For this month’s animal poem, “The Work,” from Andrew Feld’s new collection Raptor.

Andrew Feld’s Raptor, which I picked up after reading Pamela Alexander’s review of it in the latest FIELD, is full of poems (which range from the heavily featured birds of prey to folks on their way to Sturgis to Johnny Carson) exhibiting excellent control of language, deft images, underlying but controlled rage, simultaneous emotional closeness and observational distance, and unexpected precise edginess.  Before I get to “The Work,” which along with “Cascade Raptor Center: Capture” and one of the Sturgis poems, “There,” are my favorites of many strong contenders, a couple sample stanzas from “The Art of Falconry,” which follow mention of an analogy of late-life marriage:

Unblinded, each blink of his two-lidded eyes
admits another fraction into the scope
of his attention. The way you hear the day
click into focus as he lifts
a lizard foot to test his jess then pliers it
around your thumb is fucking awesome, as is
the release of when you throw him to the winds.
Hidden in reeds, a goldfinch shifts to full alarm.
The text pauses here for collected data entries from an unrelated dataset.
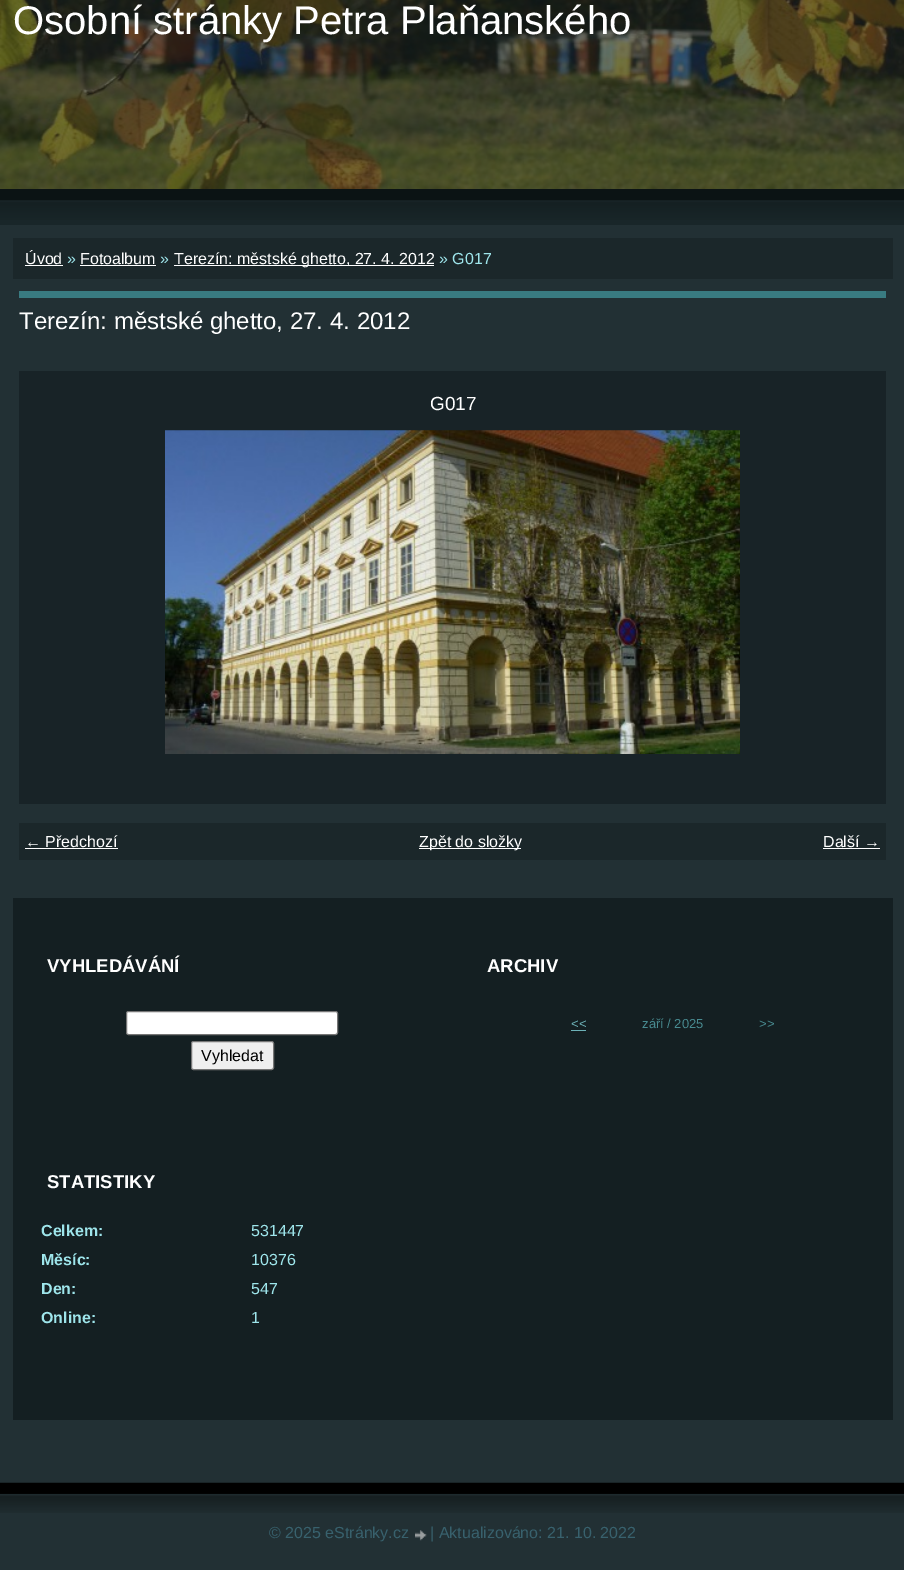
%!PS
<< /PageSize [904 1570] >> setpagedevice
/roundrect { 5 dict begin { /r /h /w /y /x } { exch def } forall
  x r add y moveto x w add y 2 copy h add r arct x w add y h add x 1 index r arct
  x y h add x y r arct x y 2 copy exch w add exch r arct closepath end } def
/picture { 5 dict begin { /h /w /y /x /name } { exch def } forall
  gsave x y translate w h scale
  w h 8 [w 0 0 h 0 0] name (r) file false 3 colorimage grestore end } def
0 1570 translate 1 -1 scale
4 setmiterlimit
0.133 0.188 0.204 setrgbcolor
0 0 904 1570 rectfill
0.098 0.149 0.161 setrgbcolor
0 220 904 5 rectfill
(img1.rgb) 0 189 904 31 picture
(img2.rgb) 0 0 904 189 picture
/LiberationSans-Regular [40 0 0 -40 0 0] selectfont
1 setgray
13 34 moveto (Osobní stránky Petra Plaňanského) show
0.106 0.153 0.165 setrgbcolor
13 238 880 41 rectfill
/LiberationSans-Regular [16 0 0 -16 0 0] selectfont
1 setgray
25 264 moveto (Úvod) show
25 265 38 1 rectfill
0.62 0.898 0.922 setrgbcolor
67 264 moveto (») show
1 setgray
80 264 moveto (Fotoalbum) show
80 265 76 1 rectfill
0.62 0.898 0.922 setrgbcolor
160 264 moveto (») show
1 setgray
174 265 260 1 rectfill
174 264 moveto (Terezín: městské ghetto, 27. 4. 2012) show
0.62 0.898 0.922 setrgbcolor
439 264 moveto (» G017) show
0.224 0.482 0.506 setrgbcolor
19 291 867 7 rectfill
/LiberationSans-Regular [24 0 0 -24 0 0] selectfont
1 setgray
19 329 moveto (Terezín: městské ghetto, 27. 4. 2012) show
0.094 0.137 0.153 setrgbcolor
19 371 867 433 rectfill
/LiberationSans-Regular [19 0 0 -19 0 0] selectfont
1 setgray
430 410 moveto (G017) show
(img3.rgb) 165 430 575 324 picture
0.106 0.153 0.165 setrgbcolor
19 823 867 37 rectfill
/LiberationSans-Regular [16 0 0 -16 0 0] selectfont
1 setgray
25 847 moveto (← Předchozí) show
25 848 93 1 rectfill
419 848 102 1 rectfill
419 847 moveto (Zpět do složky) show
823 847 moveto (Další →) show
823 848 57 1 rectfill
0.078 0.122 0.133 setrgbcolor
13 898 880 522 rectfill
/LiberationSans-Bold [18.5 0 0 -18.5 0 0] selectfont
1 setgray
47 972 moveto (VYHLEDÁVÁNÍ) show
126.5 1011.5 211 23 2 roundrect gsave fill grestore
0.463 setgray
stroke
0.937 setgray
191.5 1041.5 82 28 2 roundrect gsave fill grestore
0.463 setgray
stroke
/LiberationSans-Regular [16 0 0 -16 0 0] selectfont
0 setgray
201 1061 moveto (Vyhledat) show
/LiberationSans-Bold [18.5 0 0 -18.5 0 0] selectfont
1 setgray
487 972 moveto (ARCHIV) show
/LiberationSans-Regular [13 0 0 -13 0 0] selectfont
0.427 0.698 0.722 setrgbcolor
571 1028 moveto (<<) show
571 1030 15 1 rectfill
0.282 0.541 0.565 setrgbcolor
642 1028 moveto (září / 2025) show
759 1028 moveto (>>) show
/LiberationSans-Bold [18.5 0 0 -18.5 0 0] selectfont
1 setgray
47 1188 moveto (STATISTIKY) show
/LiberationSans-Bold [16 0 0 -16 0 0] selectfont
0.62 0.898 0.922 setrgbcolor
41 1236 moveto (Celkem:) show
/LiberationSans-Regular [16 0 0 -16 0 0] selectfont
251 1236 moveto (531447) show
/LiberationSans-Bold [16 0 0 -16 0 0] selectfont
41 1265 moveto (Měsíc:) show
/LiberationSans-Regular [16 0 0 -16 0 0] selectfont
251 1265 moveto (10376) show
/LiberationSans-Bold [16 0 0 -16 0 0] selectfont
41 1294 moveto (Den:) show
/LiberationSans-Regular [16 0 0 -16 0 0] selectfont
251 1294 moveto (547) show
/LiberationSans-Bold [16 0 0 -16 0 0] selectfont
41 1323 moveto (Online:) show
/LiberationSans-Regular [16 0 0 -16 0 0] selectfont
251 1323 moveto (1) show
(img4.rgb) 0 1482 904 31 picture
0.22 0.38 0.427 setrgbcolor
269 1538 moveto (© 2025 eStránky.cz) show
(img5.rgb) 415 1530 12 11 picture
430 1538 moveto (| Aktualizováno: 21. 10. 2022) show
showpage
The straps and husbandry, the exercise
of wills chafing at limit, pricing cartons
of beef and chicken stock at the QFC,
as in nostalgia’s cost-
ineffective false binary the goshawk
follows with love and active heat the game:
drawn to the lure of a shared diet, we wait
for love’s connecting strings to latch onto the kill.

There’s a lot going on in that description of the simple action of throwing the bird to fly. A quite typical passage of the book (though I believe that might be the only such profanity in it, actually).

“The Work” is about 40 lines long, and the speaker is showing a class of children an eagle. It mixes admonitory advice, such as “Think / before you speak” and “Remember, experience is a dim lamp / which illuminates only the one who carries it” with descriptions of the eagle.

Wearing a little leather cap and held tightly
between my upper arms, the eagle was as if
asleep: it was like holding a baby swaddled
in razor wire, although size and the caution
accorded to the useless wing made the experience
for me a very Pietà kind of thing. God, won’t you
pay attention? When a raptor has been injured
so it can no longer survive in the wild we call
that condition educational, which doesn’t mean
it’s tame. […]

I love the sort of double voice, the one speaking to, and totally not speaking to, the class of children. This poem moves, in its form on the page, very like someone speaking — line breaks such as, “Think / before you speak” which emphasizes the think, and the unseen but certainly there head-nod with the word good in, “It’s good / to think of music as having a function,” and the enjambment of the thought, “There is the small glee we feel in the presence / of elegant machinery,” which is the pause of a momentary searching with the tongue behind the teeth for the right word, of elegant machinery.

And I love the way the question mark in the following line brings the end of the sentence into an unexpected moment of connection with the speaker, the sort of embarassed shrug gesture of the question mark,

[…] The similarities
between Ren Faires and wildlife rehabilitation
are more than a shared love of leather gauntlets
and Elizabethan terminology, and some of these birds
are named for Tolkein’s elves, which is kind of
embarassing? […]

Another thread running through the poem is song. The poem opens with an epigram, “Birds of prey have no song” (James Richardson) then mentions the eagle’s voice as “sampled / from Metal Machine Music, an album that can / drive roaches out of your apartment.” Then later Schoenberg and Ornette Coleman. The last line of the poem is “Expand your definition of song. Avoid aphorism.” One of the themes through many of these poems is addressing what is known about birds of prey (references to medieval falconry books, other facts), what one is tempted to think about birds of prey, what they’re really like to be around, but all that coupled with these amazing descriptions (like the baby swaddled in razor wire above) that are vivid but not pushing anthropomorphization (“baby” notwithstanding).  “The Work” and other poems in the collection are animal poems all on the side of the human observer, with a clear feel of the distance between, and the awe that brings the two closer, but doesn’t bridge.